So I built the thing I wished existed: a browser-based SP-404 that captures that exact workflow, with nothing to buy and nothing to install. Open a tab and you're making beats.
The problem it solves
Hardware samplers are expensive and they tie you to a desk. Beginners can't justify the cost to find out if they even like sampling. Producers with ideas on the move have nowhere to put them. PadLab lowers the barrier to basically zero. If you want to learn the SP-404 workflow, capture a quick idea, or just mess around, you can do it from any laptop.
What it does
It's a faithful recreation of the SP-404 feel, not just the look. The core of it is built around two things the real hardware nails and most software forgets:
Chop. Load a drum break or a sample, slice it on the waveform (tap in time or auto-detect the hits), and each slice lands on its own pad ready to play. This is the heart of sampling and it's the most satisfying part to use.

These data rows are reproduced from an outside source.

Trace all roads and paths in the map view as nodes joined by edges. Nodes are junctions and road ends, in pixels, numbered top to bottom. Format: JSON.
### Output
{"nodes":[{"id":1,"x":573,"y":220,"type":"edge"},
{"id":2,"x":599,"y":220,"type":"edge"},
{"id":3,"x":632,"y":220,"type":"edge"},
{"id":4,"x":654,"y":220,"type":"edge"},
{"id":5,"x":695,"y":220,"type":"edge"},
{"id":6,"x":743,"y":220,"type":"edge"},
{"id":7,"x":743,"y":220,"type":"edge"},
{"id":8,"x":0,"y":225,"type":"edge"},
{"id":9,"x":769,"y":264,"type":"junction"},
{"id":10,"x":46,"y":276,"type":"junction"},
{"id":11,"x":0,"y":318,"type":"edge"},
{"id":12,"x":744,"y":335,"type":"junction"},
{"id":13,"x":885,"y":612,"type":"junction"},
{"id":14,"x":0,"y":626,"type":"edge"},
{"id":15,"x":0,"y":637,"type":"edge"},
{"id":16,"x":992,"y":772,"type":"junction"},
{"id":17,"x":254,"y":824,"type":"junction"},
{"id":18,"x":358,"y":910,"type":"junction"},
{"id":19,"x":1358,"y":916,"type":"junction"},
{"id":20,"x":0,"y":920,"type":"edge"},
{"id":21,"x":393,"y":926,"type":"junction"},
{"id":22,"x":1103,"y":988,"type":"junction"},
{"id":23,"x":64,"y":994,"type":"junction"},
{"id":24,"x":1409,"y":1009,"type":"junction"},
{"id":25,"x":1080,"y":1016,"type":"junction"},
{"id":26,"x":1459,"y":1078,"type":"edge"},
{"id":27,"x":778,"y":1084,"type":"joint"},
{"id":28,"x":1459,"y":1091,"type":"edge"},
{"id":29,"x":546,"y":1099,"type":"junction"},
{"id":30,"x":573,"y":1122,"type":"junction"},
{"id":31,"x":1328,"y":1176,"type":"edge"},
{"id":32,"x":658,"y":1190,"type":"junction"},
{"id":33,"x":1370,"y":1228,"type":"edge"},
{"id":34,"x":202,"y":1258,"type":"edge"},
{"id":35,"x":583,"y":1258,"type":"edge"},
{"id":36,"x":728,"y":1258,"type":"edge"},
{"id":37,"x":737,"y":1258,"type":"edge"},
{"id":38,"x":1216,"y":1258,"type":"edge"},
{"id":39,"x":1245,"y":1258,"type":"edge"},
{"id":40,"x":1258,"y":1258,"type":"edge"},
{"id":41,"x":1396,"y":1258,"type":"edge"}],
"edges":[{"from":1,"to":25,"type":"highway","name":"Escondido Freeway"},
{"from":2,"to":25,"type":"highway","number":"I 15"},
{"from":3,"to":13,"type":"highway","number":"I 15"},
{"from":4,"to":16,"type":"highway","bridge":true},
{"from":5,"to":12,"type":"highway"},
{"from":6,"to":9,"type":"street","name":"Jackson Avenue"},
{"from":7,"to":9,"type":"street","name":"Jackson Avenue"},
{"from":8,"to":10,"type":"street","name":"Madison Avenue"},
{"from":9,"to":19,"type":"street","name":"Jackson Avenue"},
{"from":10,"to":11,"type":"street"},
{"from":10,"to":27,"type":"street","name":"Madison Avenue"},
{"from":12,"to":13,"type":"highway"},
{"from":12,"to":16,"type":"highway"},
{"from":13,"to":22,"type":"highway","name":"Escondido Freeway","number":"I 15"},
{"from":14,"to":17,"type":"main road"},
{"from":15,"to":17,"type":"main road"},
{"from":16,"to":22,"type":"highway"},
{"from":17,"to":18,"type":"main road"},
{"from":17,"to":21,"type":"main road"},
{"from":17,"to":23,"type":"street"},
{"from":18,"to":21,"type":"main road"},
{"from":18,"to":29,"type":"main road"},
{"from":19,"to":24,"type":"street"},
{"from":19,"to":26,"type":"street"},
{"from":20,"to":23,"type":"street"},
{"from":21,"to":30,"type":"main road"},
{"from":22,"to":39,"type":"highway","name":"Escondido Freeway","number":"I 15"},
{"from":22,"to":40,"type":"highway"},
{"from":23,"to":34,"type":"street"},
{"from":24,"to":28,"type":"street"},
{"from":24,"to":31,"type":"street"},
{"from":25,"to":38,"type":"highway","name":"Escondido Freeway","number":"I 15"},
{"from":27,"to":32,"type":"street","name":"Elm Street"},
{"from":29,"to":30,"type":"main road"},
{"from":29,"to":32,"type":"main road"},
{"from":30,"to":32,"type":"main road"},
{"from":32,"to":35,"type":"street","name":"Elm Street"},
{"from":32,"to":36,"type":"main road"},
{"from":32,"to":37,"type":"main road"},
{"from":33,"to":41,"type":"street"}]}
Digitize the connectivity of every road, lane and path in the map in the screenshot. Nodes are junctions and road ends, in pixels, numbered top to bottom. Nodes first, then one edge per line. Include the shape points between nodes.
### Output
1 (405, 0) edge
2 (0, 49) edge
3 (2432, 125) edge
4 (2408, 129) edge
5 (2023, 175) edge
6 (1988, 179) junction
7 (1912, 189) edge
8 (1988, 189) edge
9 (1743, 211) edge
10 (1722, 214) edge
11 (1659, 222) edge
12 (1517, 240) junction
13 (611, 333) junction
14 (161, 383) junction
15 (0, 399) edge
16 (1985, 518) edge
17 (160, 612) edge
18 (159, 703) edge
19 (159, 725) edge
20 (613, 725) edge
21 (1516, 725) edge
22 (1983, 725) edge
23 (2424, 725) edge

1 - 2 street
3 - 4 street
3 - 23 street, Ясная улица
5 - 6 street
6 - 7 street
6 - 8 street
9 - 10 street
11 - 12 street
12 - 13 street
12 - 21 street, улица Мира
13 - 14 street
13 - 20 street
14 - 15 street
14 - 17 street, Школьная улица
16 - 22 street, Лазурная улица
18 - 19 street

Quantised recording. Hit record, get a one bar count-in, and your performance is captured locked to the beat. No mouse fumbling, no dead air at the start of your loop. Everything is keyboard driven so your hands stay on the pads the way they would on real hardware. Then you layer loops, resample them down, arrange them on a timeline, and export straight into your DAW.
How I built it (this is the fun part)
This project was as much about the workflow as the app. Here's the actual pipeline.
I started in Claude with the Figma MCP connected, and used it to turn my rough idea into a proper project brief before touching Make. That's where the thinking happened: the visual direction, typography, colour system, the UI layout, how the SP-404 workflow should map to a screen. Doing this planning up front meant I got the structure right early and conserved my AI budget for the complex build later instead of burning it re-prompting from scratch.
From there, using the Figma MCP, we built the design system straight into Figma, made a sample UI, and assembled a reference board packed with in-depth build specs. Then I spun up a new Figma Make project and imported that whole design board as context, so Make started with a fully briefed understanding of what it was building rather than a one-line prompt.
Then came the real work: a prototype first, then feature by feature, wiring each one up, testing, debugging, repeating. Seventy-four versions in total. Make's Plan feature was key for working through the complex tasks and integrations (the audio engine, quantised recording, the chop tool), and I leaned on higher-power models like Opus inside Make to push through the gnarly debugging and problem areas.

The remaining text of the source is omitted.